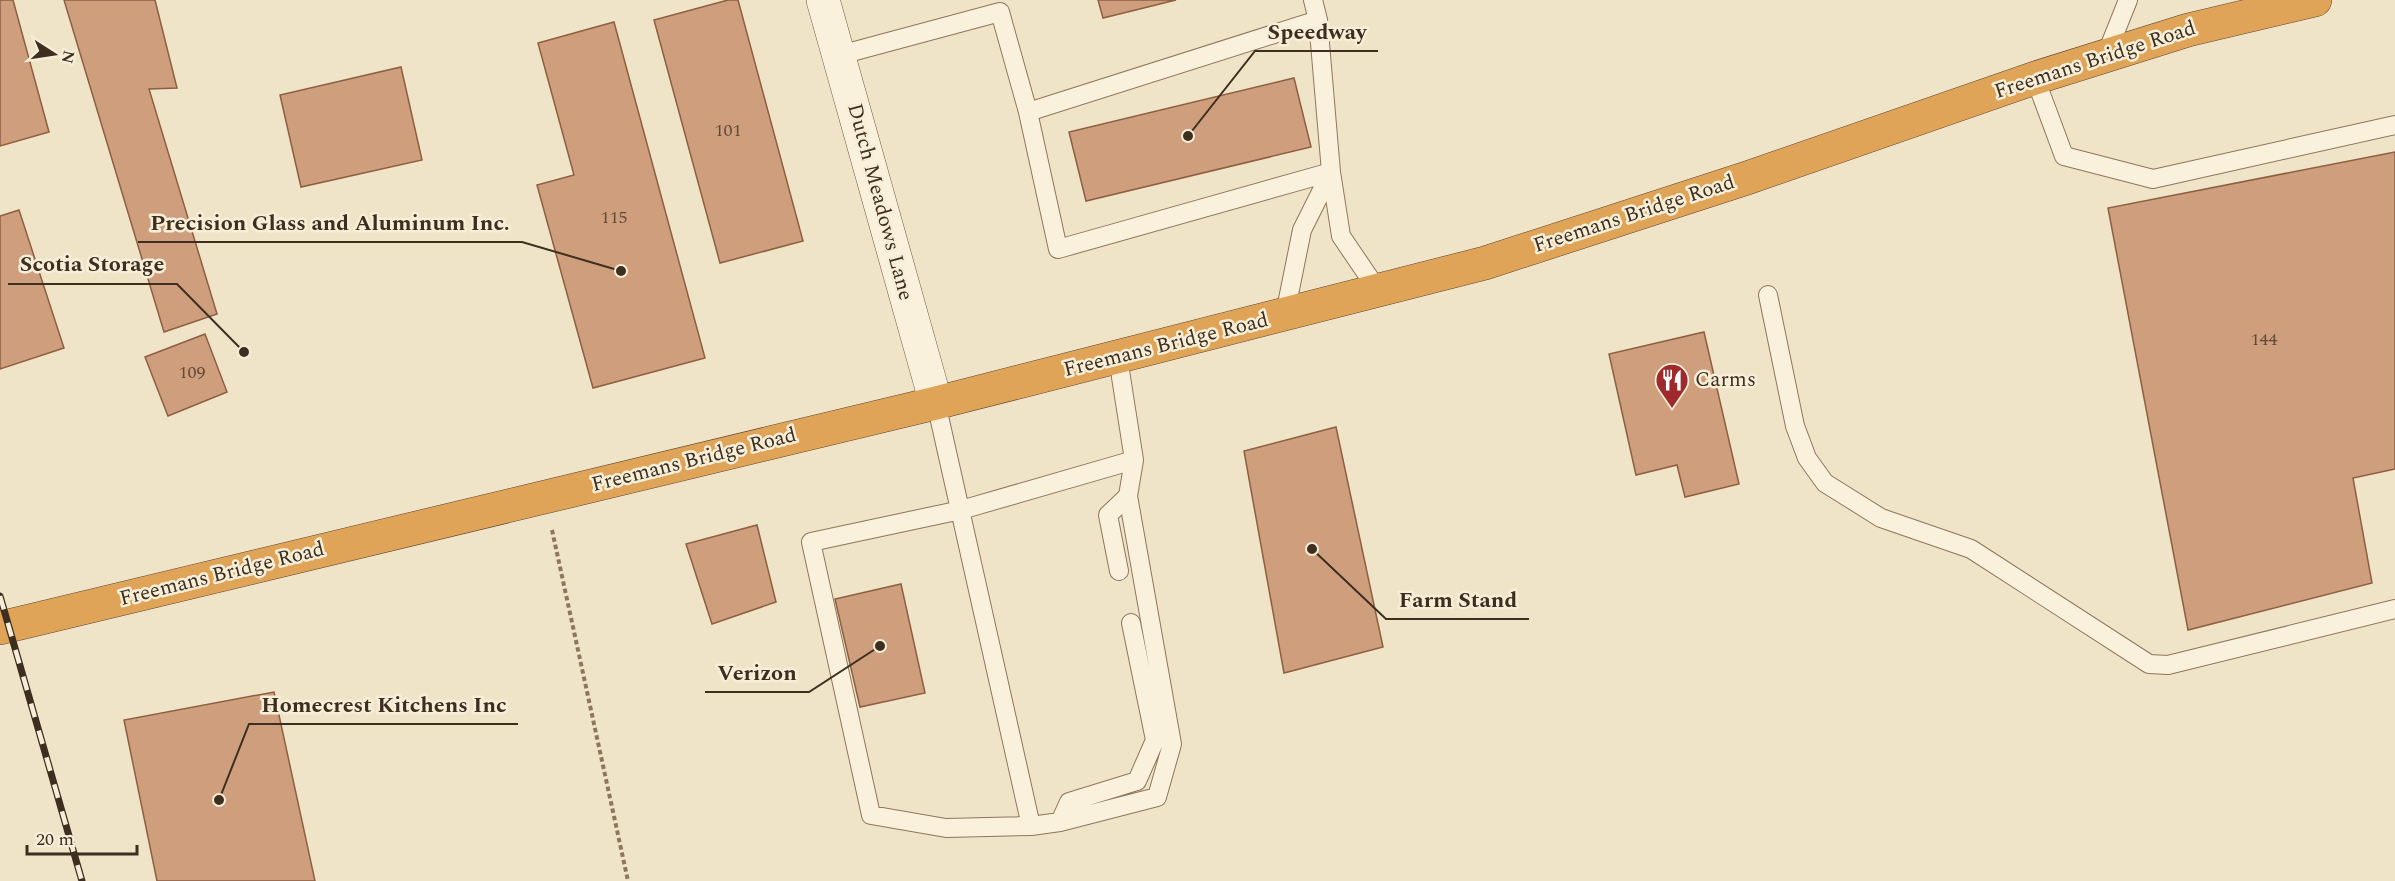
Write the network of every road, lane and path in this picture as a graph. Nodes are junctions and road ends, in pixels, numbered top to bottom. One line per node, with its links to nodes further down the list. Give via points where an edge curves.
1 (823, 0): 8 (street, Dutch Meadows Lane)
2 (1313, 0): 6 (lane)
3 (2128, 0): 7 (lane)
4 (2315, 0): 5 (highway, Freemans Bridge Road)
5 (2255, 6): 7 (highway, Freemans Bridge Road)
6 (1318, 20): 10 (lane); 12 (lane)
7 (2106, 55): 9 (highway, Freemans Bridge Road)
8 (840, 56): 10 (lane, via 1000,12); 17 (street, Dutch Meadows Lane)
9 (2035, 78): 11 (lane, via 2064,156 2153,179); 13 (highway, Freemans Bridge Road, via 1747,178 1496,259)
10 (1028, 112): 12 (lane, via 1058,249)
11 (2395, 125)
12 (1331, 172): 13 (lane, via 1341,236); 15 (lane, via 1302,230)
13 (1377, 289): 15 (highway, Freemans Bridge Road)
14 (1768, 295): 23 (lane, via 1796,426 1807,458 1825,483 1881,518 1971,549 2149,664 2168,665)
15 (1285, 314): 16 (highway, Freemans Bridge Road)
16 (1118, 358): 17 (highway, Freemans Bridge Road); 18 (lane)
17 (936, 404): 20 (highway, Freemans Bridge Road); 21 (lane)
18 (1134, 460): 19 (lane); 21 (lane)
19 (1128, 496): 22 (lane, via 1108,515); 26 (lane, via 1172,744 1157,797)
20 (545, 497): 25 (highway, Freemans Bridge Road); 28 (path)
21 (961, 510): 27 (lane); 27 (lane, via 811,542 816,565 872,815 946,828)
22 (1119, 571)
23 (2395, 609)
24 (1131, 623): 26 (lane, via 1155,740 1137,781 1069,802)
25 (0, 628)
26 (1060, 822): 27 (lane)
27 (1031, 826)
28 (628, 881)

■ ■ ■ ■

Task to complete:
In the records above, how many lines contain the word "path"? Give the number alone.

Reply:
2